FURBER, Robert.

Twelve months of flowers.


Twelve months of flowers.

[London, 1730-32].

In stock


The most magnificent of nurserymen’s catalogues.

In the early eighteenth century, the most important trade association for the purchase, sale, and exchange of plants and seeds was the Society of Gardeners. Its members would bring specimens to monthly meetings at a coffee-house in Chelsea for discussion and to standardise plant names. For reference purposes a selection of the plants might be drawn. This, combined with the wishes of clients to have notes on cultivation, led to the evolution of illustrated catalogues, often handsomely produced.

Of all the publications produced by members of the Society of Gardeners, that of Robert Furber (circa 1674-1756) displayed the most originality. His nursery, in Kensington Road near Hyde Park, was extremely successful, and having already published a couple of modest lists, he produced the present, extravagant catalogue illustrated in the grand manner.

Rather than producing a conventional brochure, Furber engaged the Flemish artist, Pieter Casteels (1684-1749), resident in London and well-known for his still-life compositions, to execute 12 portrayals of flowers bunched in ornamental vases and urns, one for each month of the year.
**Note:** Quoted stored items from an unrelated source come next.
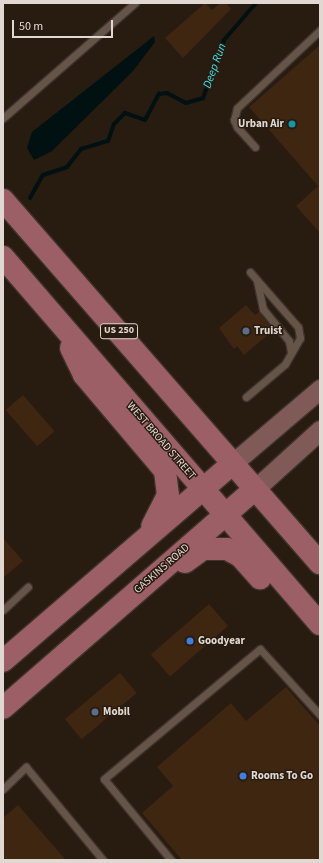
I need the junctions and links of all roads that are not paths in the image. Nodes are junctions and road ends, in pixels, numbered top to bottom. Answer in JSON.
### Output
{"nodes":[{"id":1,"x":135,"y":3,"type":"edge"},
{"id":2,"x":320,"y":30,"type":"edge"},
{"id":3,"x":3,"y":118,"type":"edge"},
{"id":4,"x":254,"y":148,"type":"dead end"},
{"id":5,"x":3,"y":200,"type":"edge"},
{"id":6,"x":3,"y":257,"type":"edge"},
{"id":7,"x":250,"y":272,"type":"dead end"},
{"id":8,"x":257,"y":281,"type":"junction"},
{"id":9,"x":61,"y":325,"type":"junction"},
{"id":10,"x":291,"y":352,"type":"junction"},
{"id":11,"x":320,"y":389,"type":"edge"},
{"id":12,"x":246,"y":397,"type":"dead end"},
{"id":13,"x":320,"y":430,"type":"edge"},
{"id":14,"x":233,"y":463,"type":"junction"},
{"id":15,"x":203,"y":489,"type":"junction"},
{"id":16,"x":255,"y":489,"type":"junction"},
{"id":17,"x":225,"y":514,"type":"junction"},
{"id":18,"x":146,"y":537,"type":"junction"},
{"id":19,"x":320,"y":564,"type":"edge"},
{"id":20,"x":28,"y":587,"type":"dead end"},
{"id":21,"x":3,"y":610,"type":"edge"},
{"id":22,"x":102,"y":622,"type":"junction"},
{"id":23,"x":320,"y":624,"type":"edge"},
{"id":24,"x":320,"y":628,"type":"edge"},
{"id":25,"x":3,"y":661,"type":"edge"},
{"id":26,"x":3,"y":708,"type":"edge"},
{"id":27,"x":320,"y":715,"type":"edge"},
{"id":28,"x":3,"y":789,"type":"edge"},
{"id":29,"x":103,"y":860,"type":"edge"},
{"id":30,"x":171,"y":860,"type":"edge"}],
"edges":[{"from":1,"to":3,"type":"lane"},
{"from":2,"to":4,"type":"lane"},
{"from":5,"to":14,"type":"main road","number":"US 250"},
{"from":6,"to":9,"type":"main road","name":"WEST BROAD STREET"},
{"from":7,"to":8,"type":"lane"},
{"from":8,"to":10,"type":"lane"},
{"from":8,"to":10,"type":"lane"},
{"from":9,"to":15,"type":"main road","name":"WEST BROAD STREET"},
{"from":9,"to":18,"type":"main road"},
{"from":10,"to":12,"type":"lane"},
{"from":11,"to":14,"type":"main road"},
{"from":13,"to":16,"type":"main road","name":"GASKINS ROAD"},
{"from":14,"to":15,"type":"main road"},
{"from":14,"to":16,"type":"main road","number":"US 250"},
{"from":15,"to":17,"type":"main road","name":"WEST BROAD STREET"},
{"from":15,"to":18,"type":"main road"},
{"from":16,"to":17,"type":"main road","name":"GASKINS ROAD"},
{"from":16,"to":19,"type":"main road","number":"US 250"},
{"from":17,"to":22,"type":"main road","name":"GASKINS ROAD"},
{"from":17,"to":23,"type":"main road","name":"WEST BROAD STREET"},
{"from":18,"to":25,"type":"main road"},
{"from":20,"to":21,"type":"lane"},
{"from":22,"to":24,"type":"main road"},
{"from":22,"to":26,"type":"main road","name":"GASKINS ROAD"},
{"from":27,"to":30,"type":"lane"},
{"from":28,"to":29,"type":"lane"}]}
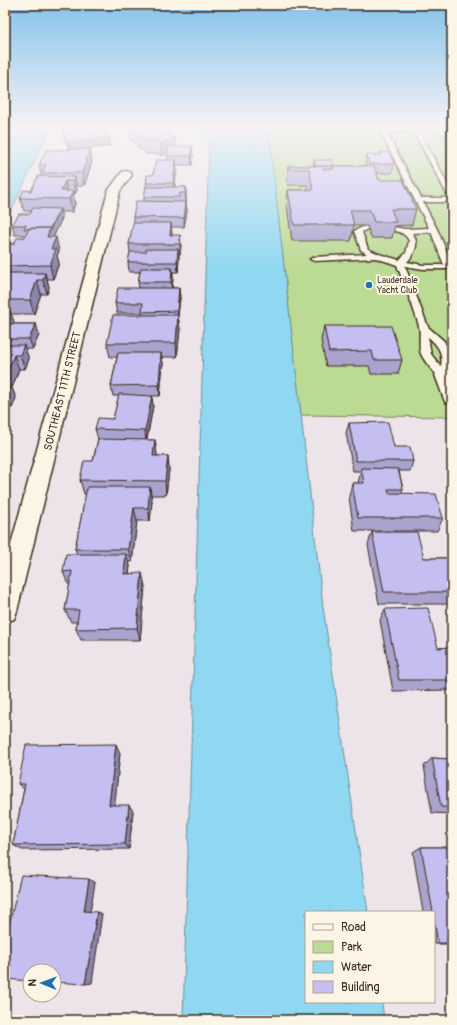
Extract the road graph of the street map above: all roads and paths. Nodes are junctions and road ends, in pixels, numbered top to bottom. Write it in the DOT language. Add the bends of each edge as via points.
graph roads {
  1 [pos="405,174"];
  2 [pos="439,174"];
  3 [pos="126,175"];
  4 [pos="452,199"];
  5 [pos="418,200"];
  6 [pos="365,228"];
  7 [pos="391,228"];
  8 [pos="433,230"];
  9 [pos="406,232"];
  10 [pos="376,256"];
  11 [pos="314,259"];
  12 [pos="400,263"];
  13 [pos="450,267"];
  14 [pos="424,328"];
  15 [pos="449,389"];
  16 [pos="5,610"];
  1 -- 5 [label="lane"];
  2 -- 4 [label="lane"];
  3 -- 16 [label="street, SOUTHEAST 11TH STREET" via="114,190"];
  4 -- 5 [label="lane"];
  5 -- 8 [label="lane"];
  6 -- 10 [label="lane" via="358,231 360,240 364,250"];
  7 -- 9 [label="lane"];
  8 -- 9 [label="lane"];
  8 -- 13 [label="lane"];
  9 -- 12 [label="lane" via="409,233 413,244 410,253"];
  10 -- 11 [label="lane"];
  10 -- 12 [label="lane"];
  12 -- 13 [label="lane" via="423,267"];
  12 -- 14 [label="lane"];
  14 -- 15 [label="lane" via="423,348 430,363"];
  14 -- 15 [label="lane" via="446,348"];
}
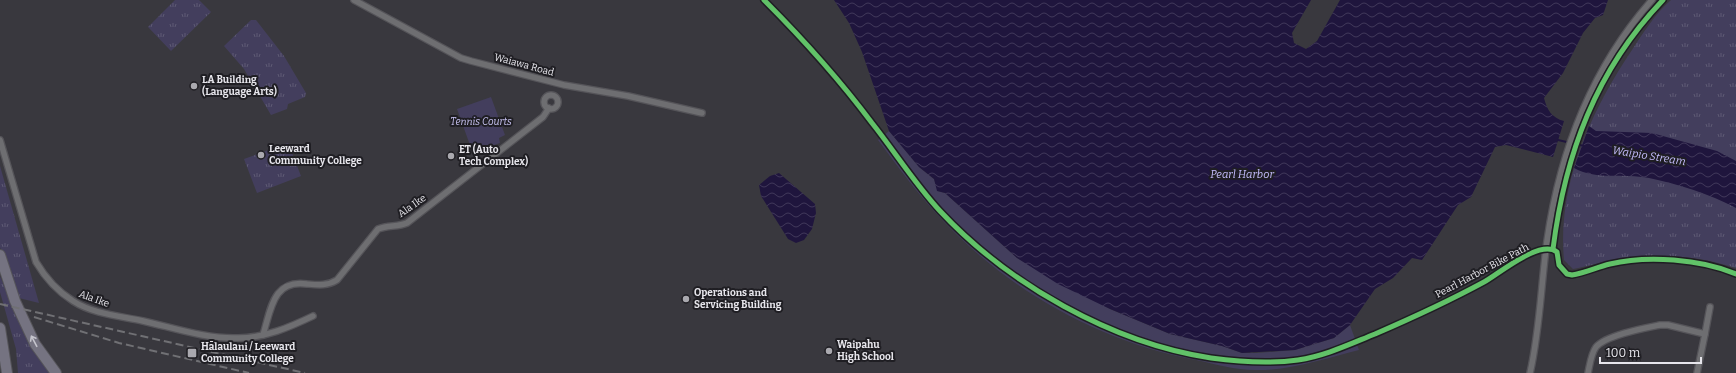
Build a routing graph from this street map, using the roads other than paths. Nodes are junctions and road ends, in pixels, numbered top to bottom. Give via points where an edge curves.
1 (354, 0) edge
2 (1652, 0) edge
3 (549, 108) dead end
4 (702, 114) dead end
5 (0, 140) edge
6 (0, 255) edge
7 (1710, 307) dead end
8 (313, 316) dead end
9 (0, 328) edge
10 (1705, 334) junction
11 (263, 335) junction
12 (6, 373) edge
13 (56, 373) edge
14 (1530, 373) edge
15 (1588, 373) edge
16 (1697, 373) edge

1 - 4 street, Waiawa Road via 461,58 564,85 628,96
2 - 14 street via 1620,40 1574,127 1553,203
3 - 11 street, Ala Ike via 543,117 407,223 378,229 337,280 322,285 299,282 284,286 274,298
5 - 11 street, Ala Ike via 36,262 47,280 59,292 87,308 214,337 239,338
13 -> 6 highway via 35,344 15,301
7 - 10 street
8 - 11 street, Ala Ike via 280,331
9 - 12 highway
10 - 15 street via 1660,325 1610,338 1596,348
10 - 16 street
Each presented a baroque bouquet of more than thirty different flowers, all obtainable from the Furber nursery. Casteels completed his commission by September 1731, upon which subscribers were reminded to send the balance of their subscription. A thirteenth plate with the subscribers’ names within a floral border was produced in March 1732 dedicated to Frederick, Prince of Wales, the Princess Royal, and the 435 subscribers. Sets of the plates were made available to non-subscribers at one pound five shillings plain, or two pounds twelve shillings and six pence coloured. A number against every flower, identified in a key at the bottom of the plate, was used by customers when ordering.

Furber’s catalogue was produced to appeal to florists, and, reflecting the taste of the day, there are 26 varieties of auricula, and nineteen of the anenome. Hyacinth, tulip, and ranunculas are also well represented.

The catalogue was a huge success, and the images were used as the basis for later engravings by print makers such as Robert Sayer and John Overton, as well being used in embroidery and other decorative arts.


Large folio (58.7 x 46 cm), hand-coloured engraved list of subscribers within a floral border serving as title-page, 12 hand-coloured plates designed by Pieter Casteels and engraved by H. Fletcher showing flower arrangements, interleaved with blanks; subscribers’ list slightly dust-soiled and strengthened at margin on verso, “January” plate slightly stained, a few small unobtrusive marginal repairs to interleaved blank leaves, some light spotting predominantly marginal, occasional marginal pencil marks and the small letters “S-M” written in ink in one margin, around 2 cm square area of final plate rubbed away.
19th century half calf with marbled sides, covers slightly rubbed, neatly rebacked and corners neatly repaired.


Dunthorne 113; Henrey 733; Hermitage Library, A Treasury of Books, 163; Nissen 674.